▼▼▼

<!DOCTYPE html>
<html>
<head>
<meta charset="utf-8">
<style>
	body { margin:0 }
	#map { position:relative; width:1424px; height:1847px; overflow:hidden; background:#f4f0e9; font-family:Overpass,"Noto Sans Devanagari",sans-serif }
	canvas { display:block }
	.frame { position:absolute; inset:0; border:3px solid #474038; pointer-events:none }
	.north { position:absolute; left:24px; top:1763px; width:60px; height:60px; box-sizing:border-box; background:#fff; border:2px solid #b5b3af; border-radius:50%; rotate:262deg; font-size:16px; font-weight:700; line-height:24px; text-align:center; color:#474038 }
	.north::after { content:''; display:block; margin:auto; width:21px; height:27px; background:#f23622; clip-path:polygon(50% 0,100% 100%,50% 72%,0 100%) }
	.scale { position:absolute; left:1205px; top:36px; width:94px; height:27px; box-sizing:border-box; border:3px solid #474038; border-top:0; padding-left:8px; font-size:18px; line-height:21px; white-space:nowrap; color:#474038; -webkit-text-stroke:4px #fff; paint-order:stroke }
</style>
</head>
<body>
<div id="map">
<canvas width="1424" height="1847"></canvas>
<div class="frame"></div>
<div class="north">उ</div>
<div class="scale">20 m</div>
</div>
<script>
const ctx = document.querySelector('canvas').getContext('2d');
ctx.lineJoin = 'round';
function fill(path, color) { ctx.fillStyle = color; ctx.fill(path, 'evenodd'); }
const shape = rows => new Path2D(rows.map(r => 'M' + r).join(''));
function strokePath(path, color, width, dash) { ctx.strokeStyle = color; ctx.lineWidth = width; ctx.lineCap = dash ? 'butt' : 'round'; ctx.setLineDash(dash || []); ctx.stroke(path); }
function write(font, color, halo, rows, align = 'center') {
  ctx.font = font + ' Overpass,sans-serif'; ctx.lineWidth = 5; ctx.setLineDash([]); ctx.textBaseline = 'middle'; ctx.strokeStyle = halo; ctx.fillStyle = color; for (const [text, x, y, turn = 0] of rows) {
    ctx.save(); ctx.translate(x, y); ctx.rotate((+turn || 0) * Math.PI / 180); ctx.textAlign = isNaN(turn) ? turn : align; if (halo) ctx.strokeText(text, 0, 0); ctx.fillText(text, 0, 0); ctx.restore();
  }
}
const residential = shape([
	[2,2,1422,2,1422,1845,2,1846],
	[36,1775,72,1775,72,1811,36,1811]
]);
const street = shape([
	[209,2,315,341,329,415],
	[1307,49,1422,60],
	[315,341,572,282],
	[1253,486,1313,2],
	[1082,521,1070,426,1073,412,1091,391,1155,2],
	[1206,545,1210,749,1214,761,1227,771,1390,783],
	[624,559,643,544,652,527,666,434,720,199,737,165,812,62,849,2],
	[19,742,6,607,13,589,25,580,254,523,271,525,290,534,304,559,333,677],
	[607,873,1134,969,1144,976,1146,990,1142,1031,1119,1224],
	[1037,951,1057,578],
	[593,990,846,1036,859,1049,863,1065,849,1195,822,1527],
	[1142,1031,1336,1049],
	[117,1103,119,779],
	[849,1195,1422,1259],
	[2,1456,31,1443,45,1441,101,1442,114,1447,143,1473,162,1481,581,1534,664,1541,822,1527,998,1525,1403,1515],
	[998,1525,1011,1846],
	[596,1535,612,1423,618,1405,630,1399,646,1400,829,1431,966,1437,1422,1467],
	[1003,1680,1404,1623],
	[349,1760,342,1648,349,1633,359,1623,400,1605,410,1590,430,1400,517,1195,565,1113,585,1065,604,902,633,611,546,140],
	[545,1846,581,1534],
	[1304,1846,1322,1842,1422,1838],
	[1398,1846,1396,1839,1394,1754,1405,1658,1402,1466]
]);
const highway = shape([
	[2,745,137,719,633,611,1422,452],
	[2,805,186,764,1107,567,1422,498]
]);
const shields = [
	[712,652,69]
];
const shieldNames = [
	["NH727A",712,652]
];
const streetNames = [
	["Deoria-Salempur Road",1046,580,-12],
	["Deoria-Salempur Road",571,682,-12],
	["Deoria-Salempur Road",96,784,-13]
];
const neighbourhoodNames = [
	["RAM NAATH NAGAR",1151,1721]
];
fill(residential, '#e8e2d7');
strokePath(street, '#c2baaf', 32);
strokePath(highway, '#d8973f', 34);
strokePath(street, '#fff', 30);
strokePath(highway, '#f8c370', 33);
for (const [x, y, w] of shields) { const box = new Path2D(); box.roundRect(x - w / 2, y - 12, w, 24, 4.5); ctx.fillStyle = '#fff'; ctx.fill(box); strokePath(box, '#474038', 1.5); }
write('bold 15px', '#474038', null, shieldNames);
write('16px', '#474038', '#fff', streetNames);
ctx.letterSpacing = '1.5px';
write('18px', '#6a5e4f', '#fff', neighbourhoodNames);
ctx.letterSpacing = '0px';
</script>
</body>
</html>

▲▲▲

Check each line of the listing above, and copy it if it contains the word "turn".

  ctx.font = font + ' Overpass,sans-serif'; ctx.lineWidth = 5; ctx.setLineDash([]); ctx.textBaseline = 'middle'; ctx.strokeStyle = halo; ctx.fillStyle = color; for (const [text, x, y, turn = 0] of rows) {
    ctx.save(); ctx.translate(x, y); ctx.rotate((+turn || 0) * Math.PI / 180); ctx.textAlign = isNaN(turn) ? turn : align; if (halo) ctx.strokeText(text, 0, 0); ctx.fillText(text, 0, 0); ctx.restore();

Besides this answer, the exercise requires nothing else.